Interesting how one’ perceptions of any one composer change with the passing of time. In my youth I always found Brahms’ music portentous and heavy-handed. Was it callow immaturity? No doubt!
Now older and hopefully a bit wiser I openheartedly welcome the music of the master of Hamburg, in no small part thanks to András Schiff, a protean artist who has unflappably navigated the quiet musical waters of Bach and the often turbulent ebb and tide of Beethoven, Schubert and Janáček with equal skill and brilliance.

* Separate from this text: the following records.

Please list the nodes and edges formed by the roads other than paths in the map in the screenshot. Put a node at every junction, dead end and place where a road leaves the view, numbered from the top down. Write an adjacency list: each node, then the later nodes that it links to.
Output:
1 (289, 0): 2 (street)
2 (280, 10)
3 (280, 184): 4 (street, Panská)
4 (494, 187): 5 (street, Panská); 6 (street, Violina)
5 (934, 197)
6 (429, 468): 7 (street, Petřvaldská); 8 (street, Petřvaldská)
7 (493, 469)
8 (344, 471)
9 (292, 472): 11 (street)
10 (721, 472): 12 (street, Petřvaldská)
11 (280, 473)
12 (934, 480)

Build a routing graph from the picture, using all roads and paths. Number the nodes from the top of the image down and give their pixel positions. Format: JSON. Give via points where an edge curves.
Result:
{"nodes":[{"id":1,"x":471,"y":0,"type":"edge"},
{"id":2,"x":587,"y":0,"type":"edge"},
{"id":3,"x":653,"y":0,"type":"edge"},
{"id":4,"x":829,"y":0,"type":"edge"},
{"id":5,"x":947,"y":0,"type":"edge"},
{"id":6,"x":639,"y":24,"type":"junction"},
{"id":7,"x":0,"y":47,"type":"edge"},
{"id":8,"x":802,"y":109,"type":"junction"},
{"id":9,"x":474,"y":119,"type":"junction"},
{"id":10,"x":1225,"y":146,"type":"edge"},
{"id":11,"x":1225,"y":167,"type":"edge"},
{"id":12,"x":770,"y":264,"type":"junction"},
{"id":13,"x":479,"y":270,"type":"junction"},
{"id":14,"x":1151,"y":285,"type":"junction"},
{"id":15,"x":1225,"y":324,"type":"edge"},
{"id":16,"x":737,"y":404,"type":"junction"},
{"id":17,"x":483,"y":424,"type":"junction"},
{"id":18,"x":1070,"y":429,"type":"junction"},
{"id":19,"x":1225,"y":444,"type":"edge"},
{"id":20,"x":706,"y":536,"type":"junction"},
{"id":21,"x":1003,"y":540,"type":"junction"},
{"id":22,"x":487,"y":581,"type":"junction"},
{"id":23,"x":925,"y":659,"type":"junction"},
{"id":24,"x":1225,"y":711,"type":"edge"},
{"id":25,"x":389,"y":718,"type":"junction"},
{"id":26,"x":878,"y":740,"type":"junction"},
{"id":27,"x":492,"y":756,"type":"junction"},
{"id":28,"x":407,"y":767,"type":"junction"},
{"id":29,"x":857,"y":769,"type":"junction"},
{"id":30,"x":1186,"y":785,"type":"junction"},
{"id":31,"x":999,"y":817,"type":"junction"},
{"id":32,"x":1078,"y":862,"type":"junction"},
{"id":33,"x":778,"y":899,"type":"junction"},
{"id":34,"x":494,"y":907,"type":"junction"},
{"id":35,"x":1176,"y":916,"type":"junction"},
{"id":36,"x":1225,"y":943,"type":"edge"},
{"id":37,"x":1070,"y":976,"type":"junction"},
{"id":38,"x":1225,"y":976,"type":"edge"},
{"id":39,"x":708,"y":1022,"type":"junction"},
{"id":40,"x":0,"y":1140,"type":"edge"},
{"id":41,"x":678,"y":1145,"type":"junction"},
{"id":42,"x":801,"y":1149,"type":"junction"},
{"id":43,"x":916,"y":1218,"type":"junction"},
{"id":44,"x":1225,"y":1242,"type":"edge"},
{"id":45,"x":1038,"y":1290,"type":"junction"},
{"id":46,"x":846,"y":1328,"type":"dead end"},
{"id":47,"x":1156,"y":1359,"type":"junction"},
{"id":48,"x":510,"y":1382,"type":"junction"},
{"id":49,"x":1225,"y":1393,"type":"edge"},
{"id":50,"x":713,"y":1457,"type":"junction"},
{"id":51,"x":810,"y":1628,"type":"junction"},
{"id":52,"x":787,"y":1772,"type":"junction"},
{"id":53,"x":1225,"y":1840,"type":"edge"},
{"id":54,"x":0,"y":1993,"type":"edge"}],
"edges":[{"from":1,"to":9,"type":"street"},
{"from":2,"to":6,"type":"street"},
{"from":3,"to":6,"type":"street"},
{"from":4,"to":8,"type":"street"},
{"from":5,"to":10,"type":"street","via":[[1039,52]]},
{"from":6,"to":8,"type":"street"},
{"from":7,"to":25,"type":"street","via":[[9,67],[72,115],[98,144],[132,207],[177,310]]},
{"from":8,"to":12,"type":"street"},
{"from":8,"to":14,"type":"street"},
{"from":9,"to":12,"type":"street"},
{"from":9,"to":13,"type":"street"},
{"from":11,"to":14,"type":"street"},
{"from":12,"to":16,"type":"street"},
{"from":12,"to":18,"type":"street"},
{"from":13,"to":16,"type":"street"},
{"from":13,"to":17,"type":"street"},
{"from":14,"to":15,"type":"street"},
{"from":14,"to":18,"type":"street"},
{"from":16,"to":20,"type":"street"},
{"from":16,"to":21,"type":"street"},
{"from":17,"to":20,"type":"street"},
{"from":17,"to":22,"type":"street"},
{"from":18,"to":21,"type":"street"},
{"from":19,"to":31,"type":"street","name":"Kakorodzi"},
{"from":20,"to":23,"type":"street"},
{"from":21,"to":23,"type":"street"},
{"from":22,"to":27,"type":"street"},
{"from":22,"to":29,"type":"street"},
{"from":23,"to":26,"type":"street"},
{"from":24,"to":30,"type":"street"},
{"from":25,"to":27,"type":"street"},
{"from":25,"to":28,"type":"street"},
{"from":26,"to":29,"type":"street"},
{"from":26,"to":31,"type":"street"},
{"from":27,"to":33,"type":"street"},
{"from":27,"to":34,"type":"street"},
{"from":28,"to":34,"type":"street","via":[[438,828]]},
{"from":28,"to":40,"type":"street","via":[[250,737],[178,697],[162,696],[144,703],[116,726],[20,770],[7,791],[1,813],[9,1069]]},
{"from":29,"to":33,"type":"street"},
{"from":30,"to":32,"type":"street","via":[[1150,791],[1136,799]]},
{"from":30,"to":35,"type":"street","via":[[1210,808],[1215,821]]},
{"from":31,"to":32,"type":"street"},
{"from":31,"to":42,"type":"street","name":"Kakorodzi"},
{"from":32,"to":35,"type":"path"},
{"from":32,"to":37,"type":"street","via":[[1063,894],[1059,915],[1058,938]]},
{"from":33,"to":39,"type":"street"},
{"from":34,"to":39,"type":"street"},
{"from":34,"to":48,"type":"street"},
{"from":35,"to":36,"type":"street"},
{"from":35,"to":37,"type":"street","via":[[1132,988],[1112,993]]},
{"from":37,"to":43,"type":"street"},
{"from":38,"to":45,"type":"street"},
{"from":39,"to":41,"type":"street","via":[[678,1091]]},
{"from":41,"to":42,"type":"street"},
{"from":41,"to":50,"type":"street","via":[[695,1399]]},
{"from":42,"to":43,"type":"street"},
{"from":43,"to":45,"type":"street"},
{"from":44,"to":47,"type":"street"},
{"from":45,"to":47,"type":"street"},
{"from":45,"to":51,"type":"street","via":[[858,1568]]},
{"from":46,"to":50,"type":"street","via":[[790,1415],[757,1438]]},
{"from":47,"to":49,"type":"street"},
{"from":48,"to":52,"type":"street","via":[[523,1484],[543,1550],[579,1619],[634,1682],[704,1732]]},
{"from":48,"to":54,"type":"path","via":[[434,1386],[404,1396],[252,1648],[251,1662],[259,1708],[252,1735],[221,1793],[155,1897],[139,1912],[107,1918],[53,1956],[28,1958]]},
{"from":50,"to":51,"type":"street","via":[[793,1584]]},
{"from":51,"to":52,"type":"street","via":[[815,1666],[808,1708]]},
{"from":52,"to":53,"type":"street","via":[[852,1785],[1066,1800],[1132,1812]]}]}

Aided by the conductor-less Orchestra of the Enlightenment, the Hungarian-born, Austro-British pianist is again reunited with fifty musical soul-mates. Playing on an 1859 Bluthner, Schiff summons a whole world of nuanced sonorities from the superb instrument: majestic in the opening of the Concerto No 1 in D minor, lyrically delicates in the Adagio, supple in the final Rondo
Equally at home in the Bb, opus 83 – Brahms’ second and equal in duration to his first – has an even grander, four movement construct which Andras Schiff delicately portrays with chamber music intimacy notwithstanding the wrongheaded notion that this no concerto but a symphony with piano accompaniment.
The Orchestra of the Enlightenment, uncannily much like the one that premiered much of Brahms’ music, exemplary responds, questions, answers, comments, and supports the soloist, sharing the musical tasks as elegantly as one could possibly imagine.
The ECM CD (32690) is available as a hard copy or as a download. Neatly engineered and accompanied by an informative booklet, this recording will surely become a classic for our time.